Previous and current HOLA members include Fortuna Calvo-Roth, Carlos Carrasco (at one time the Executive Director), Pablo Andrade (current Executive Director), Míriam Colón, Liza Colón-Zayas, Delilah Cotto, Raúl Dávila (at one time its President), Caridad de la Luz, Robin de Jesús, Idalis DeLeón, Emilio Delgado, Venuz Delmar, Moisés Kaufman, Malcolm March, Ana Margarita Martínez-Casado, Jorge Merced, Olga Merediz, Antone Pagán, Ilka Tanya Payán, Antonia Rey, Daphne Rubin-Vega, Jaime Sánchez, Roselyn Sánchez, Jimmy Smits, Miguel Ángel Suárez, Judy Torres and David Zayas.

History

HOLA was founded in 1975 by a group of Hispanic actors (including founding president Ilka Tanya Payán and founding members Elizabeth Peña and Raúl Juliá) concerned with the images of Latinos in the media. The organization still functions as the nation’s leading advocacy group in the entertainment industry for actors working on stage, on television and in film. In one well-documented case in the 1990s, HOLA successfully collaborated with Actors’ Equity Association to shine a light on questionable casting practices being employed at the time on Broadway. The show in question then was the Ariel Dorfman play Death and the Maiden. Since that time the number of Latinos on Broadway has increased steadily over the years. HOLA was originally located in the west 40s in Manhattan. It later moved to the Lincoln Square Neighborhood Center in the West Side of Manhattan in the shadow of Lincoln Center. Since 2001, HOLA has been located in the Clemente Soto Vélez Cultural and Educational Center in the Loisaida section of Manhattan.

Activities
HOLA works within the entertainment industry to ensure that the Hispanic community has equal access to jobs while also functioning as a safe haven where Hispanic performers, writers and directors can share ideas, concerns and thoughts about the industry. Today, HOLA continues to provide essential services to professional actors. While show business has changed through the years, HOLA’s mission has remained the same. By expanding job opportunities for Hispanic actors, HOLA strengthens and supports the available talent pool for industry professionals seeking Latino acting talent.

HOLA Awards
Early in its history, the organization instituted an excellence in artistic achievement awards program (then called the H.O.L.A. Awards) that were held in the 1970s before being suspended. The HOLA Awards were held once again in 1999 and are currently held yearly.
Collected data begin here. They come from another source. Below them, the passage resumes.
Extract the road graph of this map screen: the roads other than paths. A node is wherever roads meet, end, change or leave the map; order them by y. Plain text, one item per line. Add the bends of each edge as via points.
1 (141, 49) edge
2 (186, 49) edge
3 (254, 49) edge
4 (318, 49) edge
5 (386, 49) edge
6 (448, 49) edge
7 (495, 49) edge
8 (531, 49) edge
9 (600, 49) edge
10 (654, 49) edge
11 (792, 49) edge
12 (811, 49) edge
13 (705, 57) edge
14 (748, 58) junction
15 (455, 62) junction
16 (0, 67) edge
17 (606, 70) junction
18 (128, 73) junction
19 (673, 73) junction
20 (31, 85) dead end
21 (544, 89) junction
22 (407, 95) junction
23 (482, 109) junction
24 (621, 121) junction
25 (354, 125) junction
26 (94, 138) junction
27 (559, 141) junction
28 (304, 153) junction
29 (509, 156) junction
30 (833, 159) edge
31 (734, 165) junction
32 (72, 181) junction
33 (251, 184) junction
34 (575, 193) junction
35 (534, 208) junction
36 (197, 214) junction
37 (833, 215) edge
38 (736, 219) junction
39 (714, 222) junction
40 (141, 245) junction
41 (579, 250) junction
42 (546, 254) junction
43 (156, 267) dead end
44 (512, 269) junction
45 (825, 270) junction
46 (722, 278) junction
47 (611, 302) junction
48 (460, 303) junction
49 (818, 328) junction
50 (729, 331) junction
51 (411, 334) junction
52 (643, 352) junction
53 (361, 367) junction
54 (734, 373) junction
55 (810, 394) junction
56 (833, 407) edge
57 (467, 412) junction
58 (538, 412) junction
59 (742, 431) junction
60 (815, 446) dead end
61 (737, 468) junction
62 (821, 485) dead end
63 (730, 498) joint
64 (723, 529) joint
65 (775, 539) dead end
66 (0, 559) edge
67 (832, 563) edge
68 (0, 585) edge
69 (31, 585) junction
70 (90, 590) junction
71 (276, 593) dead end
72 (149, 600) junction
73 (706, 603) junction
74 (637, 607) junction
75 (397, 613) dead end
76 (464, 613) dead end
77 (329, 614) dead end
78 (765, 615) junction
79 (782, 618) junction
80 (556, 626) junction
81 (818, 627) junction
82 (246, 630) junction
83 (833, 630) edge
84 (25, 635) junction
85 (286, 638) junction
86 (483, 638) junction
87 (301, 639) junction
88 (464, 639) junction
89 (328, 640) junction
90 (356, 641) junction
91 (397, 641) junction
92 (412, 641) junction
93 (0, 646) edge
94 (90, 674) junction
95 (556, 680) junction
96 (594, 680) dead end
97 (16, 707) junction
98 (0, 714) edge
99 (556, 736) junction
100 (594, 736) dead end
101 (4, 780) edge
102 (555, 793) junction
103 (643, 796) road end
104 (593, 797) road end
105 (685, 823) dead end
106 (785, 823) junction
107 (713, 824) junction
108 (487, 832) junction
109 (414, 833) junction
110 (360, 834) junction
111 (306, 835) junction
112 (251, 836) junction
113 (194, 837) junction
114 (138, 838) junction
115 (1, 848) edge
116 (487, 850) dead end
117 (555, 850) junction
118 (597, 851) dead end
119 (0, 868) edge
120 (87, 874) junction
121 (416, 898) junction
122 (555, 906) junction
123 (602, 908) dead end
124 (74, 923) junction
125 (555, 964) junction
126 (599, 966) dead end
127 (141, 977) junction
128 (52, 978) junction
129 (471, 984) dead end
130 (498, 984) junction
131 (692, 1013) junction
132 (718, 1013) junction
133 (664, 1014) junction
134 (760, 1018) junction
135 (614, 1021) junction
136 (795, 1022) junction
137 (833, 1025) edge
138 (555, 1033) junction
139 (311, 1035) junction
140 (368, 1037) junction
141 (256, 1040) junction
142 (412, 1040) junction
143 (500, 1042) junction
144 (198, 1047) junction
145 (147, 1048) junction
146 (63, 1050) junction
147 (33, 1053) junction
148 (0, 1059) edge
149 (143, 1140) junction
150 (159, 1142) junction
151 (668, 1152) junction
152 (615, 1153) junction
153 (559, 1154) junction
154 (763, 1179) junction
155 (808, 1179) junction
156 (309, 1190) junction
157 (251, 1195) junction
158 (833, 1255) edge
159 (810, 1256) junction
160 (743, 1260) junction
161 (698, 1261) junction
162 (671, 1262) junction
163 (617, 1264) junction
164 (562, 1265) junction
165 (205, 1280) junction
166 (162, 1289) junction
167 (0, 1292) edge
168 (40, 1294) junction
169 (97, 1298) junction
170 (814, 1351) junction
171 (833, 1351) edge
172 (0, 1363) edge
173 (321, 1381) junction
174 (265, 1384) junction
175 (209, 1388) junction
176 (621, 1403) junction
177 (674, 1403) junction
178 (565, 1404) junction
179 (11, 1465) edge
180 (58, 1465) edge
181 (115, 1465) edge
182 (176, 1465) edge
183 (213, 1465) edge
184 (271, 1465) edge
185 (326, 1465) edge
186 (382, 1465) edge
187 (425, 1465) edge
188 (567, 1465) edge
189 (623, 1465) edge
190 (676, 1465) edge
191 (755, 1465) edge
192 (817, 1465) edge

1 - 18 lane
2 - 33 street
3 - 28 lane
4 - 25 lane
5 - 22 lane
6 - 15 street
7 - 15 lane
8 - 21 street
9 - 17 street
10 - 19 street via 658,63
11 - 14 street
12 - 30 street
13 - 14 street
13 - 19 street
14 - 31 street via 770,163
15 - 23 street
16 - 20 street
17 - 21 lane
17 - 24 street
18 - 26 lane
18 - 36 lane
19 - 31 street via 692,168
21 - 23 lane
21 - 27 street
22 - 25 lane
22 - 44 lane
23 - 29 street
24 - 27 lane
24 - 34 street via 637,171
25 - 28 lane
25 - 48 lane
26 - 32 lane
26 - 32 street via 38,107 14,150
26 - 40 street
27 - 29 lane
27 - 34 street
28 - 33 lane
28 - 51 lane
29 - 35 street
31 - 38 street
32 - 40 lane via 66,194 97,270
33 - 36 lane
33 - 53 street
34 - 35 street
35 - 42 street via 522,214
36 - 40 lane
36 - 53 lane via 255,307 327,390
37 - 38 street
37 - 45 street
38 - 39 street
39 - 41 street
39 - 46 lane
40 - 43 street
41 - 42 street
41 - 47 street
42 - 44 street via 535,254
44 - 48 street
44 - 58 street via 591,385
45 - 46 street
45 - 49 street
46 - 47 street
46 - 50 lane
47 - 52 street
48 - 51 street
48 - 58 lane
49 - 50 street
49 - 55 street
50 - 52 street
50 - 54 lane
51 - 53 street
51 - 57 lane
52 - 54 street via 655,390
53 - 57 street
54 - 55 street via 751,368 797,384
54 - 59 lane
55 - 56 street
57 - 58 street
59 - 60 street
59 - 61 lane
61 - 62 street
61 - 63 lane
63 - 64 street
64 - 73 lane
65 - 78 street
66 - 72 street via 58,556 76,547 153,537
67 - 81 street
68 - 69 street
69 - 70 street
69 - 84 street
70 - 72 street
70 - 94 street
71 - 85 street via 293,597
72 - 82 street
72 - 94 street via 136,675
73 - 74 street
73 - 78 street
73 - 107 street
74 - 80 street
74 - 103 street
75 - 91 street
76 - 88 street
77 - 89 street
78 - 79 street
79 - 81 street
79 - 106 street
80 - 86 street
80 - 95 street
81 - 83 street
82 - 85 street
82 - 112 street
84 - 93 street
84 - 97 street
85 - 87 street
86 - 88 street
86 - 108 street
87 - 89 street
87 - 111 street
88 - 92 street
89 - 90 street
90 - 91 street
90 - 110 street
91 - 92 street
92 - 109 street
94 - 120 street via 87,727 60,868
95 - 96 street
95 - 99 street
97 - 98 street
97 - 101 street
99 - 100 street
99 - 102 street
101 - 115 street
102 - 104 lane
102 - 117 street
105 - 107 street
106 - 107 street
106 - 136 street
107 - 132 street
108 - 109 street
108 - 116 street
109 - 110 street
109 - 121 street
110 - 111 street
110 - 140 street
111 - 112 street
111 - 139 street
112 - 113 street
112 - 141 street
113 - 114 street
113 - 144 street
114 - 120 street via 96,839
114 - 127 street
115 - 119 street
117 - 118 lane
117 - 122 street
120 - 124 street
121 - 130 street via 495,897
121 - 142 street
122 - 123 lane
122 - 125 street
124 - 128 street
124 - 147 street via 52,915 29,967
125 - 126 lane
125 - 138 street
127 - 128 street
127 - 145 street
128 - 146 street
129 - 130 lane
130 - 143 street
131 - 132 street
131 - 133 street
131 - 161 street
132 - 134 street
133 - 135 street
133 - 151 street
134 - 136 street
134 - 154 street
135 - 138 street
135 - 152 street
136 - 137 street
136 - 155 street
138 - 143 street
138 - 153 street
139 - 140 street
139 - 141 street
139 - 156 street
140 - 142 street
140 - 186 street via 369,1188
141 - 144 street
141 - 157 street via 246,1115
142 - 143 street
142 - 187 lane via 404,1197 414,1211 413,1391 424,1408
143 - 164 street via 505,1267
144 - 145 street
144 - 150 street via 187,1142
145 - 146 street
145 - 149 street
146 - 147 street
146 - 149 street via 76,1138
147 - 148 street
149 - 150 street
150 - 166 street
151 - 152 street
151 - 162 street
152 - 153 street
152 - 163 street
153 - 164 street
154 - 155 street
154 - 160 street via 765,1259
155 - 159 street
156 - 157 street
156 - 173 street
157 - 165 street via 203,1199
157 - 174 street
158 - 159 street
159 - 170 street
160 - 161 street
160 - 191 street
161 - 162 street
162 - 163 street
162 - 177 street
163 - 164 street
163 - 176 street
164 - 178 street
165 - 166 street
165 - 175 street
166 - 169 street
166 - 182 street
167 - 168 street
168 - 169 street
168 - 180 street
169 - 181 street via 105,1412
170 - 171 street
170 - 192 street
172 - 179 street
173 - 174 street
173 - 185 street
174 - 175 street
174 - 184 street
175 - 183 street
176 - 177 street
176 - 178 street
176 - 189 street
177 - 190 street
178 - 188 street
HOLA Awardees have included well known artists such as Antonio Banderas, Rubén Blades, Danny Burstein, Bobby Cannavale, Nilo Cruz, Alfonso Cuarón, Benicio del Toro, Héctor Elizondo, Lupita Ferrer, Marlene Forte, Andy Garcia, Moises Kaufman, John Leguizamo, Bianca Marroquín, Lin-Manuel Miranda, Sara Montiel, Alfred Molina, John Ortiz, Pedro Pascal, Rosie Pérez, Daphne Rubin-Vega, Mercedes Ruehl, Felix Solis, Lauren Velez, and David Zayas.

Directory of Talent
The HOLA Directory of Talent was created in 1981 and was the first directory to feature solely Latino talent. Currently, the online HOLA Talent Directory is the internet’s only concentrated pool of Latino acting talent.

Programming

HOLA’s educational programming offers professional development and training for members and the Hispanic community. These are invaluable resources for artists to further develop their skills, gain practical experience and industry knowledge:

 HOLA MASTER CLASSES provide Hispanic and Latin actors opportunities to learn from industry professionals in theater, film, television, streaming media, and voice-overs to improve their skills. One popular recent class was “Movement for Actors and Singers” with Broadway performer, Gabriela Garcia. It is invaluable to meet with industry professionals for insights and networking which increases the opportunity for emerging artists to connect with established artists.
 HOLA WORKSHOPS are taught by industry experts to offer more expansive and deeper training for Hispanic actors to further prepare them for the challenges of the theater, media and entertainment industry. A popular HOLA workshop is the Spanish Language Voice Over Workshop with Manny Herrera. He has taught these workshops as a guest teacher for many years at HOLA.
 HOLA TALKS are lectures or conferences that discuss important information to members of our Latinx community in themes considered relevant for their careers and wellbeing.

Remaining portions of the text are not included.